§ TASK INSTRUCTIONS: Set down the data below exactly; pictures stay out.

[Stored items]

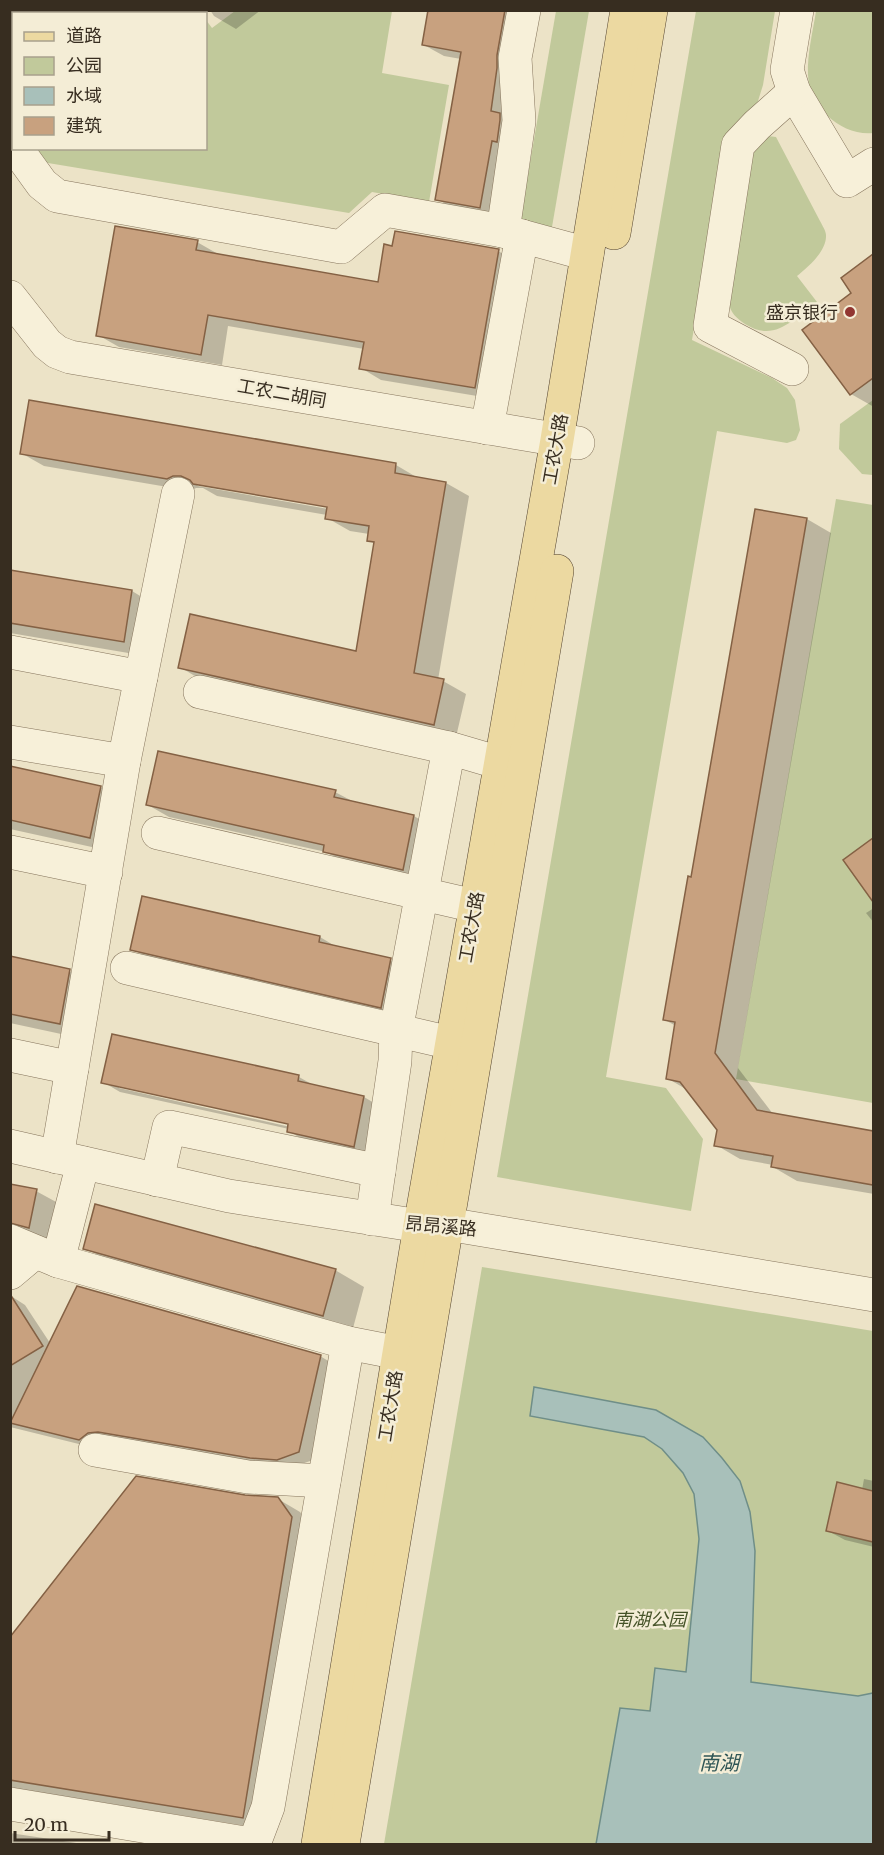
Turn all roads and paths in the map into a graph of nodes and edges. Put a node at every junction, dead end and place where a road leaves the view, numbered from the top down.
1 (524, 10) edge
2 (627, 10) edge
3 (651, 10) edge
4 (797, 10) edge
5 (794, 92) junction
6 (17, 150) edge
7 (873, 164) edge
8 (513, 234) junction
9 (587, 254) junction
10 (10, 297) edge
11 (792, 369) dead end
12 (487, 428) junction
13 (567, 441) junction
14 (178, 494) dead end
15 (10, 652) edge
16 (141, 676) junction
17 (200, 692) dead end
18 (10, 742) edge
19 (449, 748) junction
20 (124, 761) junction
21 (500, 763) junction
22 (158, 832) dead end
23 (10, 852) edge
24 (106, 872) junction
25 (422, 893) junction
26 (475, 906) junction
27 (127, 968) dead end
28 (396, 1031) junction
29 (452, 1043) junction
30 (10, 1055) edge
31 (72, 1068) junction
32 (10, 1146) edge
33 (70, 1160) junction
34 (379, 1171) junction
35 (157, 1180) junction
36 (372, 1219) junction
37 (433, 1225) junction
38 (35, 1252) edge
39 (10, 1273) edge
40 (873, 1295) edge
41 (348, 1343) junction
42 (399, 1353) junction
43 (95, 1450) dead end
44 (324, 1481) junction
45 (10, 1804) edge
46 (153, 1837) edge
47 (252, 1845) edge
48 (318, 1845) edge
49 (344, 1845) edge

1 - 8 street
2 - 9 main road, 工农大路
3 - 13 main road, 工农大路
4 - 5 street
5 - 7 street
5 - 11 street
6 - 8 street
8 - 9 street
8 - 12 street
9 - 13 main road, 工农大路
10 - 12 street, 工农二胡同
12 - 13 street, 工农二胡同
13 - 21 main road, 工农大路
13 - 37 main road, 工农大路
14 - 16 street
15 - 16 street
16 - 20 street
17 - 19 street
18 - 20 street
19 - 21 street
19 - 25 street
20 - 24 street
21 - 26 main road, 工农大路
22 - 25 street
23 - 24 street
24 - 31 street
25 - 26 street
25 - 28 street
26 - 29 main road, 工农大路
27 - 28 street
28 - 29 street
28 - 34 street
29 - 37 main road, 工农大路
30 - 31 street
31 - 33 street
32 - 33 street, 昂昂溪路
33 - 35 street, 昂昂溪路
33 - 38 street
34 - 35 street
34 - 36 street
35 - 36 street, 昂昂溪路
36 - 37 street, 昂昂溪路
37 - 40 street, 昂昂溪路
37 - 42 main road, 工农大路
37 - 49 main road, 工农大路
38 - 39 street
38 - 41 street
41 - 42 street
41 - 44 street
42 - 48 main road, 工农大路
43 - 44 street
44 - 47 street
45 - 46 street
46 - 47 street

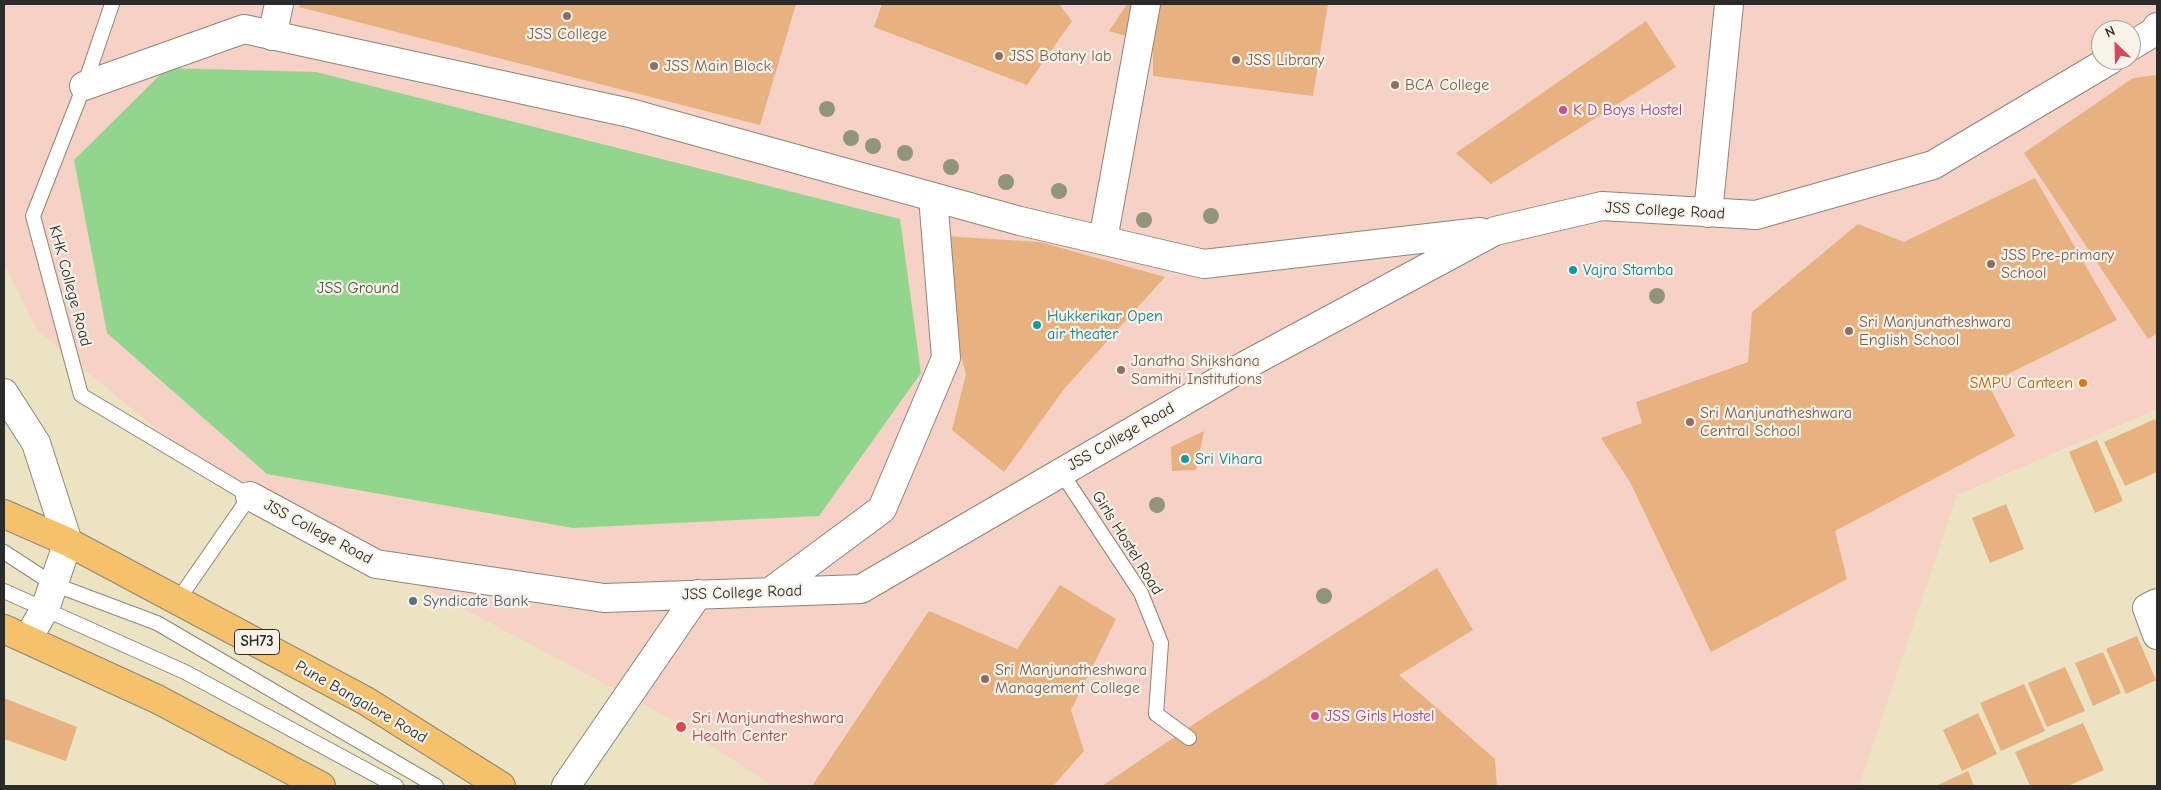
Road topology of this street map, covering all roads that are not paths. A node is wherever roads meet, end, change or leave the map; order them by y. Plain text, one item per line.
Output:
1 (112, 4) edge
2 (279, 4) edge
3 (1146, 4) edge
4 (1729, 4) edge
5 (2157, 27) edge
6 (272, 36) junction
7 (2141, 40) edge
8 (2093, 70) edge
9 (84, 86) junction
10 (933, 197) junction
11 (1708, 213) junction
12 (1495, 231) junction
13 (1103, 240) junction
14 (4, 393) edge
15 (1061, 472) junction
16 (250, 496) junction
17 (4, 514) edge
18 (68, 542) junction
19 (4, 552) edge
20 (4, 591) edge
21 (770, 592) junction
22 (698, 594) junction
23 (49, 596) junction
24 (178, 600) junction
25 (2157, 603) edge
26 (16, 634) edge
27 (2157, 635) edge
28 (1189, 738) dead end
29 (321, 786) edge
30 (396, 786) edge
31 (436, 786) edge
32 (501, 786) edge
33 (566, 786) edge

1 - 9 lane, KHK College Road
2 - 6 street
3 - 13 street
4 - 11 street
5 - 7 street
6 - 9 street
6 - 10 street
8 - 11 street, JSS College Road
9 - 16 lane, KHK College Road
10 - 13 street
10 - 21 street
11 - 12 street, JSS College Road
12 - 13 street
12 - 15 street, JSS College Road
14 - 18 street
15 - 21 street, JSS College Road
15 - 28 lane, Girls Hostel Road
16 - 22 street, JSS College Road
16 - 24 lane
17 - 18 main road, Pune Bangalore Road / SH73
18 - 23 street
18 - 24 main road, Pune Bangalore Road / SH73
19 - 23 lane
20 - 23 lane
21 - 22 street, JSS College Road
22 - 33 street
23 - 26 street
23 - 30 lane
23 - 31 lane
24 - 32 main road, Pune Bangalore Road / SH73
25 - 27 street
26 - 29 main road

§ SOLVED EXERCISE:
Turn all roads and paths in the map into a graph of nodes and edges. Put a node at every junction, dead end and place where a road leaves the view, numbered from the top down.
1 (524, 10) edge
2 (627, 10) edge
3 (651, 10) edge
4 (797, 10) edge
5 (794, 92) junction
6 (17, 150) edge
7 (873, 164) edge
8 (513, 234) junction
9 (587, 254) junction
10 (10, 297) edge
11 (792, 369) dead end
12 (487, 428) junction
13 (567, 441) junction
14 (178, 494) dead end
15 (10, 652) edge
16 (141, 676) junction
17 (200, 692) dead end
18 (10, 742) edge
19 (449, 748) junction
20 (124, 761) junction
21 (500, 763) junction
22 (158, 832) dead end
23 (10, 852) edge
24 (106, 872) junction
25 (422, 893) junction
26 (475, 906) junction
27 (127, 968) dead end
28 (396, 1031) junction
29 (452, 1043) junction
30 (10, 1055) edge
31 (72, 1068) junction
32 (10, 1146) edge
33 (70, 1160) junction
34 (379, 1171) junction
35 (157, 1180) junction
36 (372, 1219) junction
37 (433, 1225) junction
38 (35, 1252) edge
39 (10, 1273) edge
40 (873, 1295) edge
41 (348, 1343) junction
42 (399, 1353) junction
43 (95, 1450) dead end
44 (324, 1481) junction
45 (10, 1804) edge
46 (153, 1837) edge
47 (252, 1845) edge
48 (318, 1845) edge
49 (344, 1845) edge

1 - 8 street
2 - 9 main road, 工农大路
3 - 13 main road, 工农大路
4 - 5 street
5 - 7 street
5 - 11 street
6 - 8 street
8 - 9 street
8 - 12 street
9 - 13 main road, 工农大路
10 - 12 street, 工农二胡同
12 - 13 street, 工农二胡同
13 - 21 main road, 工农大路
13 - 37 main road, 工农大路
14 - 16 street
15 - 16 street
16 - 20 street
17 - 19 street
18 - 20 street
19 - 21 street
19 - 25 street
20 - 24 street
21 - 26 main road, 工农大路
22 - 25 street
23 - 24 street
24 - 31 street
25 - 26 street
25 - 28 street
26 - 29 main road, 工农大路
27 - 28 street
28 - 29 street
28 - 34 street
29 - 37 main road, 工农大路
30 - 31 street
31 - 33 street
32 - 33 street, 昂昂溪路
33 - 35 street, 昂昂溪路
33 - 38 street
34 - 35 street
34 - 36 street
35 - 36 street, 昂昂溪路
36 - 37 street, 昂昂溪路
37 - 40 street, 昂昂溪路
37 - 42 main road, 工农大路
37 - 49 main road, 工农大路
38 - 39 street
38 - 41 street
41 - 42 street
41 - 44 street
42 - 48 main road, 工农大路
43 - 44 street
44 - 47 street
45 - 46 street
46 - 47 street

Road topology of this street map, covering all roads that are not paths. A node is wherever roads meet, end, change or leave the map; order them by y. Plain text, one item per line.
Output:
1 (112, 4) edge
2 (279, 4) edge
3 (1146, 4) edge
4 (1729, 4) edge
5 (2157, 27) edge
6 (272, 36) junction
7 (2141, 40) edge
8 (2093, 70) edge
9 (84, 86) junction
10 (933, 197) junction
11 (1708, 213) junction
12 (1495, 231) junction
13 (1103, 240) junction
14 (4, 393) edge
15 (1061, 472) junction
16 (250, 496) junction
17 (4, 514) edge
18 (68, 542) junction
19 (4, 552) edge
20 (4, 591) edge
21 (770, 592) junction
22 (698, 594) junction
23 (49, 596) junction
24 (178, 600) junction
25 (2157, 603) edge
26 (16, 634) edge
27 (2157, 635) edge
28 (1189, 738) dead end
29 (321, 786) edge
30 (396, 786) edge
31 (436, 786) edge
32 (501, 786) edge
33 (566, 786) edge

1 - 9 lane, KHK College Road
2 - 6 street
3 - 13 street
4 - 11 street
5 - 7 street
6 - 9 street
6 - 10 street
8 - 11 street, JSS College Road
9 - 16 lane, KHK College Road
10 - 13 street
10 - 21 street
11 - 12 street, JSS College Road
12 - 13 street
12 - 15 street, JSS College Road
14 - 18 street
15 - 21 street, JSS College Road
15 - 28 lane, Girls Hostel Road
16 - 22 street, JSS College Road
16 - 24 lane
17 - 18 main road, Pune Bangalore Road / SH73
18 - 23 street
18 - 24 main road, Pune Bangalore Road / SH73
19 - 23 lane
20 - 23 lane
21 - 22 street, JSS College Road
22 - 33 street
23 - 26 street
23 - 30 lane
23 - 31 lane
24 - 32 main road, Pune Bangalore Road / SH73
25 - 27 street
26 - 29 main road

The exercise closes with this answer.